#### Description of the task:
Which of the lines below include the word "edges"? Pull each one out.
+++++
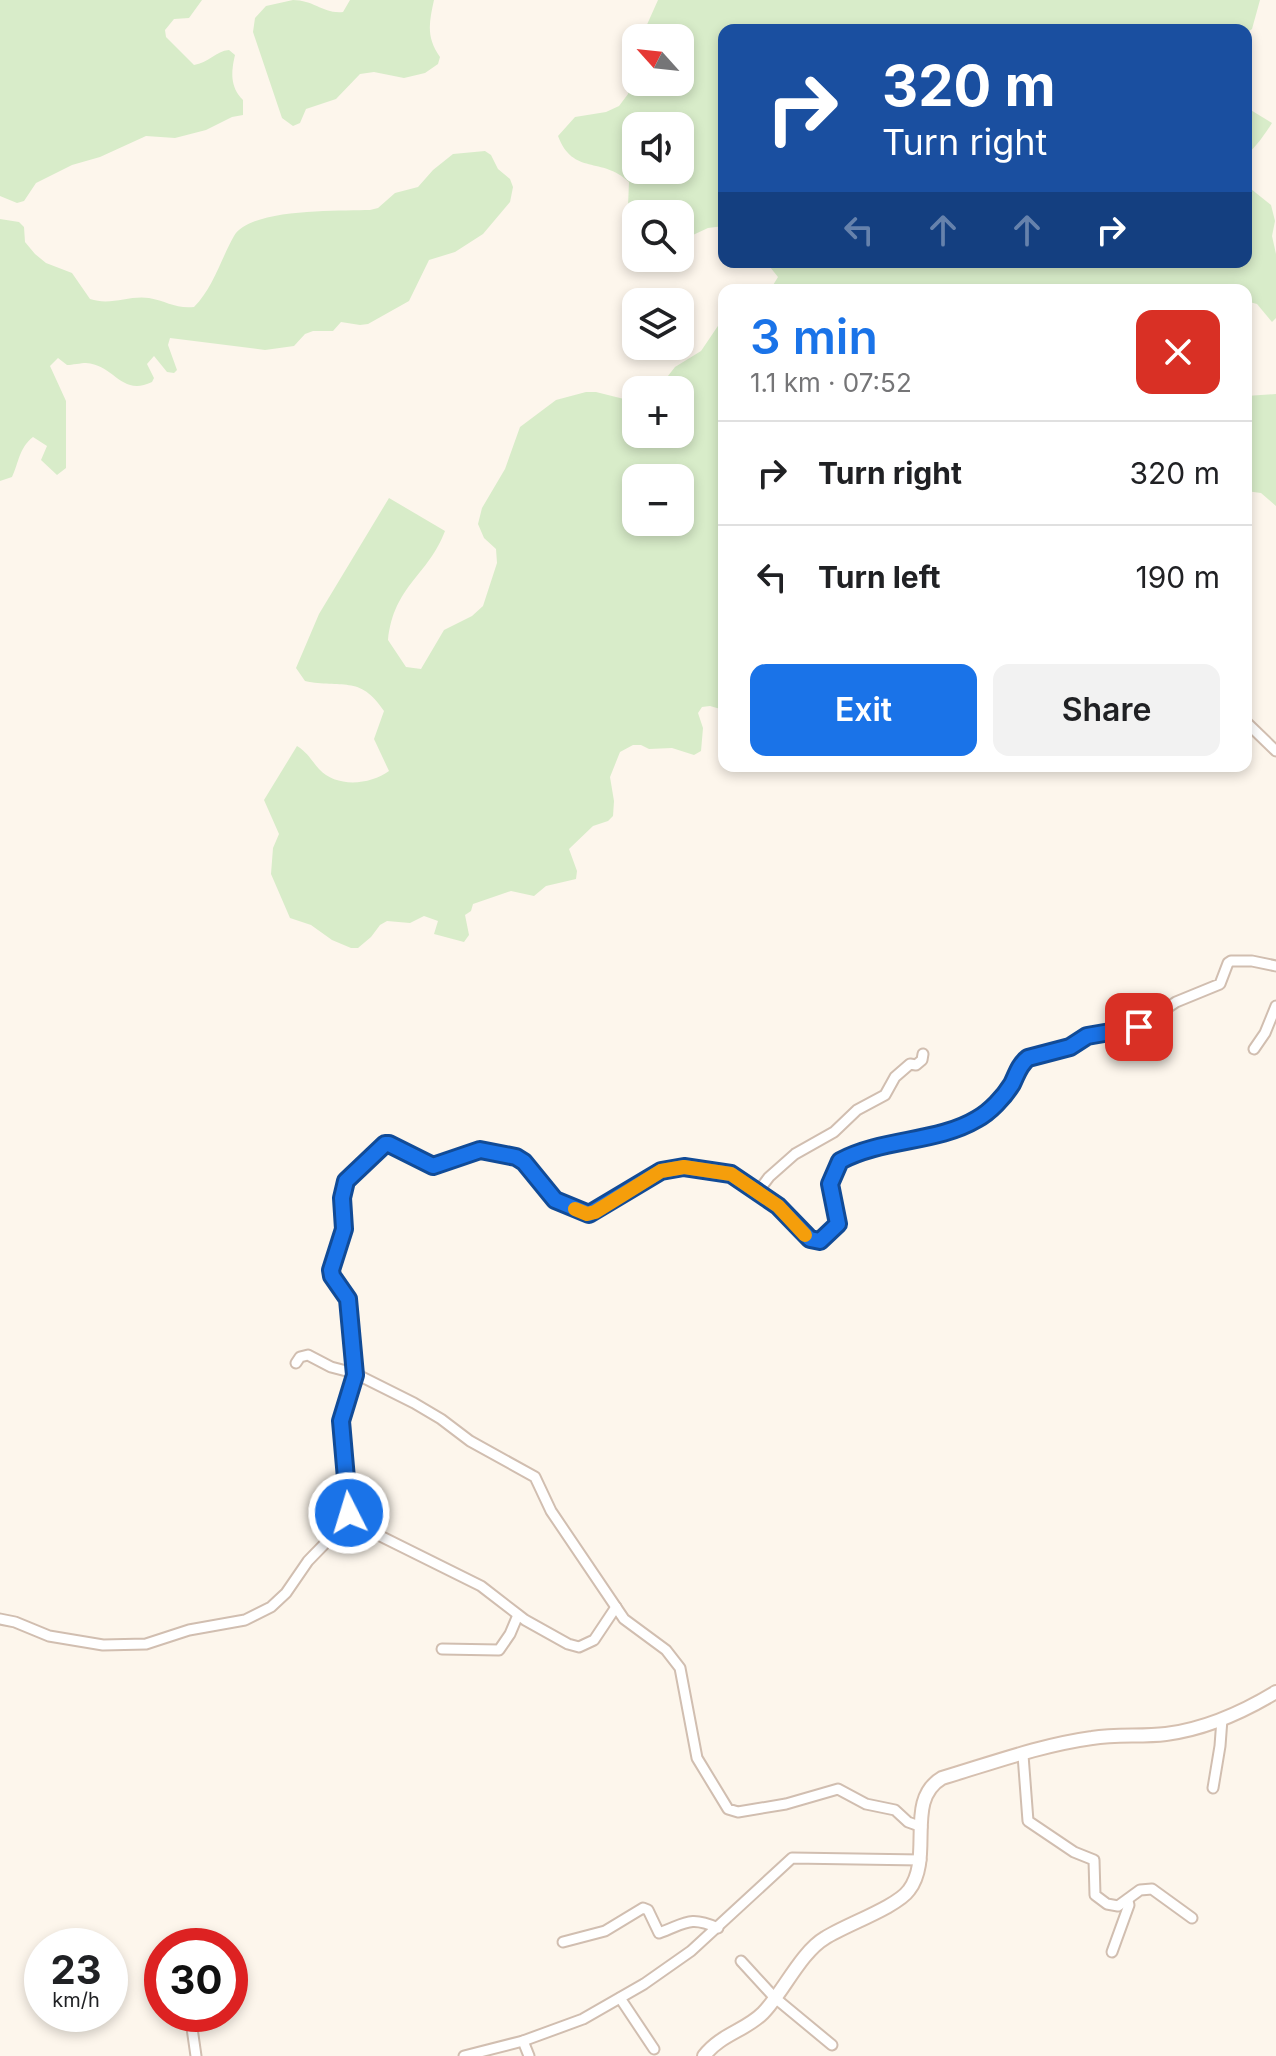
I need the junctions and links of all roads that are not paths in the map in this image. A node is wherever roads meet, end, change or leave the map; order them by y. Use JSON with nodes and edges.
{"nodes":[{"id":1,"x":1252,"y":728,"type":"edge"},
{"id":2,"x":1276,"y":751,"type":"edge"},
{"id":3,"x":1276,"y":966,"type":"edge"},
{"id":4,"x":1276,"y":1006,"type":"edge"},
{"id":5,"x":1254,"y":1049,"type":"dead end"},
{"id":6,"x":923,"y":1054,"type":"dead end"},
{"id":7,"x":757,"y":1193,"type":"junction"},
{"id":8,"x":296,"y":1363,"type":"dead end"},
{"id":9,"x":354,"y":1373,"type":"junction"},
{"id":10,"x":346,"y":1519,"type":"junction"},
{"id":11,"x":616,"y":1607,"type":"junction"},
{"id":12,"x":518,"y":1615,"type":"junction"},
{"id":13,"x":0,"y":1619,"type":"edge"},
{"id":14,"x":442,"y":1649,"type":"dead end"},
{"id":15,"x":1276,"y":1692,"type":"edge"},
{"id":16,"x":1222,"y":1719,"type":"junction"},
{"id":17,"x":1023,"y":1755,"type":"junction"},
{"id":18,"x":1213,"y":1788,"type":"dead end"},
{"id":19,"x":922,"y":1827,"type":"junction"},
{"id":20,"x":921,"y":1860,"type":"junction"},
{"id":21,"x":1128,"y":1901,"type":"junction"},
{"id":22,"x":1192,"y":1918,"type":"dead end"},
{"id":23,"x":718,"y":1928,"type":"junction"},
{"id":24,"x":563,"y":1942,"type":"dead end"},
{"id":25,"x":1112,"y":1952,"type":"dead end"},
{"id":26,"x":741,"y":1961,"type":"dead end"},
{"id":27,"x":774,"y":1997,"type":"junction"},
{"id":28,"x":620,"y":1998,"type":"junction"},
{"id":29,"x":193,"y":2032,"type":"edge"},
{"id":30,"x":523,"y":2041,"type":"junction"},
{"id":31,"x":832,"y":2045,"type":"dead end"},
{"id":32,"x":654,"y":2049,"type":"dead end"},
{"id":33,"x":196,"y":2056,"type":"edge"},
{"id":34,"x":464,"y":2056,"type":"edge"},
{"id":35,"x":529,"y":2056,"type":"edge"},
{"id":36,"x":704,"y":2056,"type":"edge"}],
"edges":[{"from":1,"to":2,"type":"street"},
{"from":3,"to":7,"type":"street"},
{"from":4,"to":5,"type":"street"},
{"from":6,"to":7,"type":"street"},
{"from":7,"to":9,"type":"street"},
{"from":8,"to":9,"type":"street"},
{"from":9,"to":10,"type":"street"},
{"from":9,"to":11,"type":"street"},
{"from":10,"to":12,"type":"street"},
{"from":10,"to":13,"type":"street"},
{"from":11,"to":12,"type":"street"},
{"from":11,"to":19,"type":"street"},
{"from":12,"to":14,"type":"street"},
{"from":15,"to":16,"type":"street"},
{"from":16,"to":17,"type":"street"},
{"from":16,"to":18,"type":"street"},
{"from":17,"to":19,"type":"street"},
{"from":17,"to":21,"type":"street"},
{"from":19,"to":20,"type":"street"},
{"from":20,"to":23,"type":"street"},
{"from":20,"to":27,"type":"street"},
{"from":21,"to":22,"type":"street"},
{"from":21,"to":25,"type":"street"},
{"from":23,"to":24,"type":"street"},
{"from":23,"to":28,"type":"street"},
{"from":26,"to":27,"type":"street"},
{"from":27,"to":31,"type":"street"},
{"from":27,"to":36,"type":"street"},
{"from":28,"to":30,"type":"street"},
{"from":28,"to":32,"type":"street"},
{"from":29,"to":33,"type":"street"},
{"from":30,"to":34,"type":"street"},
{"from":30,"to":35,"type":"street"}]}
+++++
#### Response to this exercise:
I need the junctions and links of all roads that are not paths in the map in this image. A node is wherever roads meet, end, change or leave the map; order them by y. Use JSON with nodes and edges.
"edges":[{"from":1,"to":2,"type":"street"},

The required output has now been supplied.